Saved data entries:
----

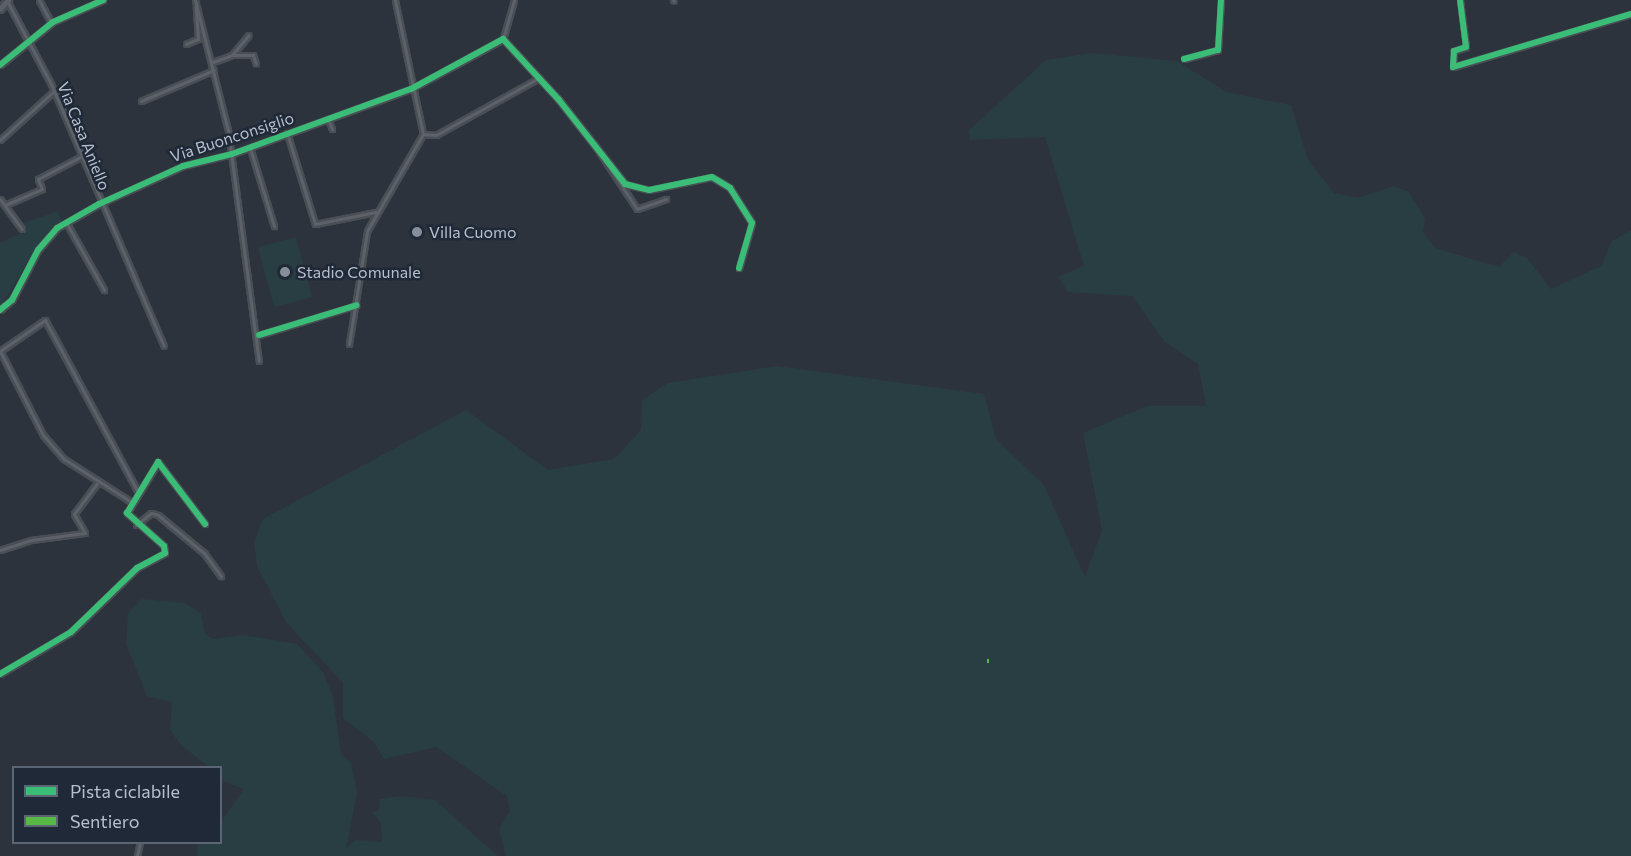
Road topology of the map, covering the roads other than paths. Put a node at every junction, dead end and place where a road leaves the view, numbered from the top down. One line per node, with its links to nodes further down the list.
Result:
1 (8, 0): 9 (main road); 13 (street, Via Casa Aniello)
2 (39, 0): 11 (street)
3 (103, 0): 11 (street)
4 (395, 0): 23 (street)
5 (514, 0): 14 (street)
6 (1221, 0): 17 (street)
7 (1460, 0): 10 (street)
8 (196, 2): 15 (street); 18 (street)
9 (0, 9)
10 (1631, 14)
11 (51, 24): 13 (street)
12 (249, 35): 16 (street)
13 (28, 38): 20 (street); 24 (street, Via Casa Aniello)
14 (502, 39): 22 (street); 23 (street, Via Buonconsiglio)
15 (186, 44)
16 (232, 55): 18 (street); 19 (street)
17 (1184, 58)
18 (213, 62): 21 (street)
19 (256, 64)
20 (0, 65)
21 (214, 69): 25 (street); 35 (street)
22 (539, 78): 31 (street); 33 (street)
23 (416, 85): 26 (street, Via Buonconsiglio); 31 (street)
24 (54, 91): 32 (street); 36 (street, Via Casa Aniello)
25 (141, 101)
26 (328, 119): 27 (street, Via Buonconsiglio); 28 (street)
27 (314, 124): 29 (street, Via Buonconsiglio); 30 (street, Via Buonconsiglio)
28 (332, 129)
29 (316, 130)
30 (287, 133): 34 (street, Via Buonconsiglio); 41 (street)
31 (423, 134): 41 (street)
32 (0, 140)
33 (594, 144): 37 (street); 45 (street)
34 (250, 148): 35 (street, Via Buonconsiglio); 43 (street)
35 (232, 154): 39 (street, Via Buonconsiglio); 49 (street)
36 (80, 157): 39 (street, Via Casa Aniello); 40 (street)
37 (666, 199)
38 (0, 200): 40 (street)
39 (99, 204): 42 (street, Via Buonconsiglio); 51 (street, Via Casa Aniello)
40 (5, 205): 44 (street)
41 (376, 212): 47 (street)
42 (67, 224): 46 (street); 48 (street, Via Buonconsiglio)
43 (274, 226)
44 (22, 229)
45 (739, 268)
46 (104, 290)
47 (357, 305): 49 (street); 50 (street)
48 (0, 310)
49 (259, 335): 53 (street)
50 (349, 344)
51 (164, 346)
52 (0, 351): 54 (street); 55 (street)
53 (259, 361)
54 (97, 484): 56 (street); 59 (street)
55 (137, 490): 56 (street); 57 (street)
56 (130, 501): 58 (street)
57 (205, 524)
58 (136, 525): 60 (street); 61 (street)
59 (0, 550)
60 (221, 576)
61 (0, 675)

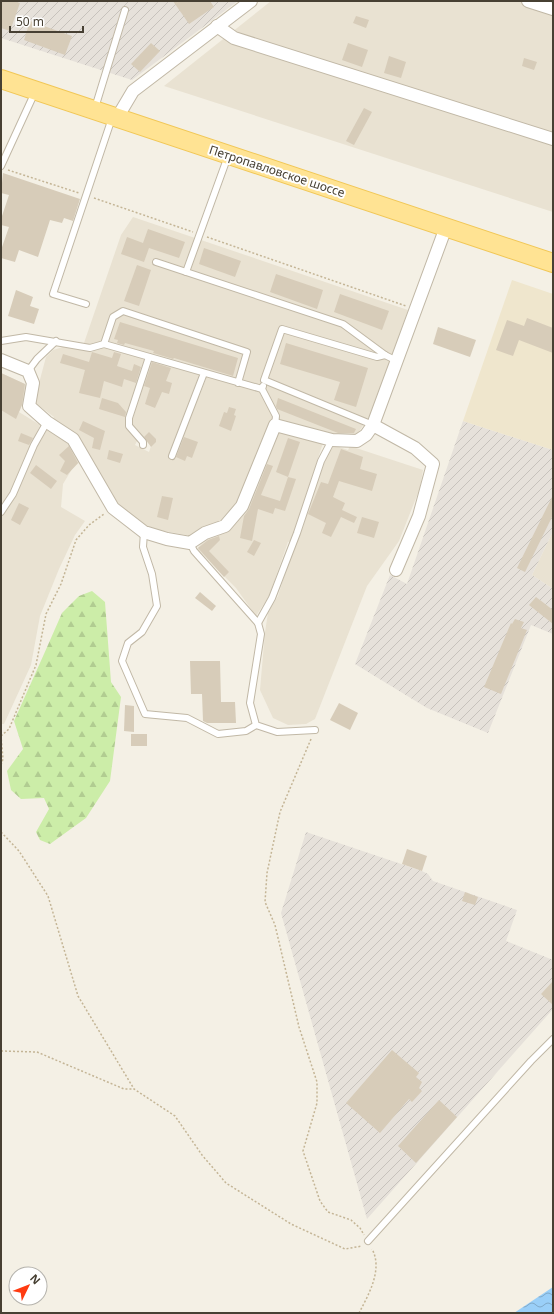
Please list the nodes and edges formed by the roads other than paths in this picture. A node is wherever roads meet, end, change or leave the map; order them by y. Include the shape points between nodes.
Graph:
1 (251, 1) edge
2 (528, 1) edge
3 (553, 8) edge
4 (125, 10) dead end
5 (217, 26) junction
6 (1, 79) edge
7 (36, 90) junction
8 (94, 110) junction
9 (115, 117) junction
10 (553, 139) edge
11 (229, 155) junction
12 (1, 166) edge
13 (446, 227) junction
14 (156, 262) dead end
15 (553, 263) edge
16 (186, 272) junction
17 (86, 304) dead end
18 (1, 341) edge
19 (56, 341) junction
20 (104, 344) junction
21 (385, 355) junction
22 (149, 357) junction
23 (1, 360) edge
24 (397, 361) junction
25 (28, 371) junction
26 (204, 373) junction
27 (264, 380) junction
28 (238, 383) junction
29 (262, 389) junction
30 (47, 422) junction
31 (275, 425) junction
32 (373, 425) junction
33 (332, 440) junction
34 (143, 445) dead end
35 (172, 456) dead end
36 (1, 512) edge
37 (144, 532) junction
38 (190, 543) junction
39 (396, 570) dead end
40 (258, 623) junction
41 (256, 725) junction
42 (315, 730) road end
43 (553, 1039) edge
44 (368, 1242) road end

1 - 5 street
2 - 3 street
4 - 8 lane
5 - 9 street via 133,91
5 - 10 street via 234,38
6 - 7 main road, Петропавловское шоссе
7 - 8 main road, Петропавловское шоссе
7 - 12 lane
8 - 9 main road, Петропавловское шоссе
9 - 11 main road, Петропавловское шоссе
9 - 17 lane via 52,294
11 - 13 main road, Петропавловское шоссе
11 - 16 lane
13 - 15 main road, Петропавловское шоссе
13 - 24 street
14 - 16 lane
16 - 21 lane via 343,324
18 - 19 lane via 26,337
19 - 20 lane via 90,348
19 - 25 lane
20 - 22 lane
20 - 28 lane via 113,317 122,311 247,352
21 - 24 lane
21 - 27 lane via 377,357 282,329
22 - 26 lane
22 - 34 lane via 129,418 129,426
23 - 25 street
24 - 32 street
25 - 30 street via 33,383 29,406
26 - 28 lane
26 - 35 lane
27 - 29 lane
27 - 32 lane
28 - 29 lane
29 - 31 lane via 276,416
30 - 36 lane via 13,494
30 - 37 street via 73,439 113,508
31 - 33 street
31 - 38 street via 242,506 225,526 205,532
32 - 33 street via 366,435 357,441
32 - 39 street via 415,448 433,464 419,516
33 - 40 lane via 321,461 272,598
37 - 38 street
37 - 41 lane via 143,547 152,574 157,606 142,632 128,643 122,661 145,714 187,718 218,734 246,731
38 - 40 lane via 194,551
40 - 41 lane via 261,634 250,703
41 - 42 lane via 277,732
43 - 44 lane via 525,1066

----

What you have to do: Output the data above exactly, excluding images.

Result for this exercise:
Road topology of the map, covering the roads other than paths. Put a node at every junction, dead end and place where a road leaves the view, numbered from the top down. One line per node, with its links to nodes further down the list.
Result:
1 (8, 0): 9 (main road); 13 (street, Via Casa Aniello)
2 (39, 0): 11 (street)
3 (103, 0): 11 (street)
4 (395, 0): 23 (street)
5 (514, 0): 14 (street)
6 (1221, 0): 17 (street)
7 (1460, 0): 10 (street)
8 (196, 2): 15 (street); 18 (street)
9 (0, 9)
10 (1631, 14)
11 (51, 24): 13 (street)
12 (249, 35): 16 (street)
13 (28, 38): 20 (street); 24 (street, Via Casa Aniello)
14 (502, 39): 22 (street); 23 (street, Via Buonconsiglio)
15 (186, 44)
16 (232, 55): 18 (street); 19 (street)
17 (1184, 58)
18 (213, 62): 21 (street)
19 (256, 64)
20 (0, 65)
21 (214, 69): 25 (street); 35 (street)
22 (539, 78): 31 (street); 33 (street)
23 (416, 85): 26 (street, Via Buonconsiglio); 31 (street)
24 (54, 91): 32 (street); 36 (street, Via Casa Aniello)
25 (141, 101)
26 (328, 119): 27 (street, Via Buonconsiglio); 28 (street)
27 (314, 124): 29 (street, Via Buonconsiglio); 30 (street, Via Buonconsiglio)
28 (332, 129)
29 (316, 130)
30 (287, 133): 34 (street, Via Buonconsiglio); 41 (street)
31 (423, 134): 41 (street)
32 (0, 140)
33 (594, 144): 37 (street); 45 (street)
34 (250, 148): 35 (street, Via Buonconsiglio); 43 (street)
35 (232, 154): 39 (street, Via Buonconsiglio); 49 (street)
36 (80, 157): 39 (street, Via Casa Aniello); 40 (street)
37 (666, 199)
38 (0, 200): 40 (street)
39 (99, 204): 42 (street, Via Buonconsiglio); 51 (street, Via Casa Aniello)
40 (5, 205): 44 (street)
41 (376, 212): 47 (street)
42 (67, 224): 46 (street); 48 (street, Via Buonconsiglio)
43 (274, 226)
44 (22, 229)
45 (739, 268)
46 (104, 290)
47 (357, 305): 49 (street); 50 (street)
48 (0, 310)
49 (259, 335): 53 (street)
50 (349, 344)
51 (164, 346)
52 (0, 351): 54 (street); 55 (street)
53 (259, 361)
54 (97, 484): 56 (street); 59 (street)
55 (137, 490): 56 (street); 57 (street)
56 (130, 501): 58 (street)
57 (205, 524)
58 (136, 525): 60 (street); 61 (street)
59 (0, 550)
60 (221, 576)
61 (0, 675)

Please list the nodes and edges formed by the roads other than paths in this picture. A node is wherever roads meet, end, change or leave the map; order them by y. Include the shape points between nodes.
Graph:
1 (251, 1) edge
2 (528, 1) edge
3 (553, 8) edge
4 (125, 10) dead end
5 (217, 26) junction
6 (1, 79) edge
7 (36, 90) junction
8 (94, 110) junction
9 (115, 117) junction
10 (553, 139) edge
11 (229, 155) junction
12 (1, 166) edge
13 (446, 227) junction
14 (156, 262) dead end
15 (553, 263) edge
16 (186, 272) junction
17 (86, 304) dead end
18 (1, 341) edge
19 (56, 341) junction
20 (104, 344) junction
21 (385, 355) junction
22 (149, 357) junction
23 (1, 360) edge
24 (397, 361) junction
25 (28, 371) junction
26 (204, 373) junction
27 (264, 380) junction
28 (238, 383) junction
29 (262, 389) junction
30 (47, 422) junction
31 (275, 425) junction
32 (373, 425) junction
33 (332, 440) junction
34 (143, 445) dead end
35 (172, 456) dead end
36 (1, 512) edge
37 (144, 532) junction
38 (190, 543) junction
39 (396, 570) dead end
40 (258, 623) junction
41 (256, 725) junction
42 (315, 730) road end
43 (553, 1039) edge
44 (368, 1242) road end

1 - 5 street
2 - 3 street
4 - 8 lane
5 - 9 street via 133,91
5 - 10 street via 234,38
6 - 7 main road, Петропавловское шоссе
7 - 8 main road, Петропавловское шоссе
7 - 12 lane
8 - 9 main road, Петропавловское шоссе
9 - 11 main road, Петропавловское шоссе
9 - 17 lane via 52,294
11 - 13 main road, Петропавловское шоссе
11 - 16 lane
13 - 15 main road, Петропавловское шоссе
13 - 24 street
14 - 16 lane
16 - 21 lane via 343,324
18 - 19 lane via 26,337
19 - 20 lane via 90,348
19 - 25 lane
20 - 22 lane
20 - 28 lane via 113,317 122,311 247,352
21 - 24 lane
21 - 27 lane via 377,357 282,329
22 - 26 lane
22 - 34 lane via 129,418 129,426
23 - 25 street
24 - 32 street
25 - 30 street via 33,383 29,406
26 - 28 lane
26 - 35 lane
27 - 29 lane
27 - 32 lane
28 - 29 lane
29 - 31 lane via 276,416
30 - 36 lane via 13,494
30 - 37 street via 73,439 113,508
31 - 33 street
31 - 38 street via 242,506 225,526 205,532
32 - 33 street via 366,435 357,441
32 - 39 street via 415,448 433,464 419,516
33 - 40 lane via 321,461 272,598
37 - 38 street
37 - 41 lane via 143,547 152,574 157,606 142,632 128,643 122,661 145,714 187,718 218,734 246,731
38 - 40 lane via 194,551
40 - 41 lane via 261,634 250,703
41 - 42 lane via 277,732
43 - 44 lane via 525,1066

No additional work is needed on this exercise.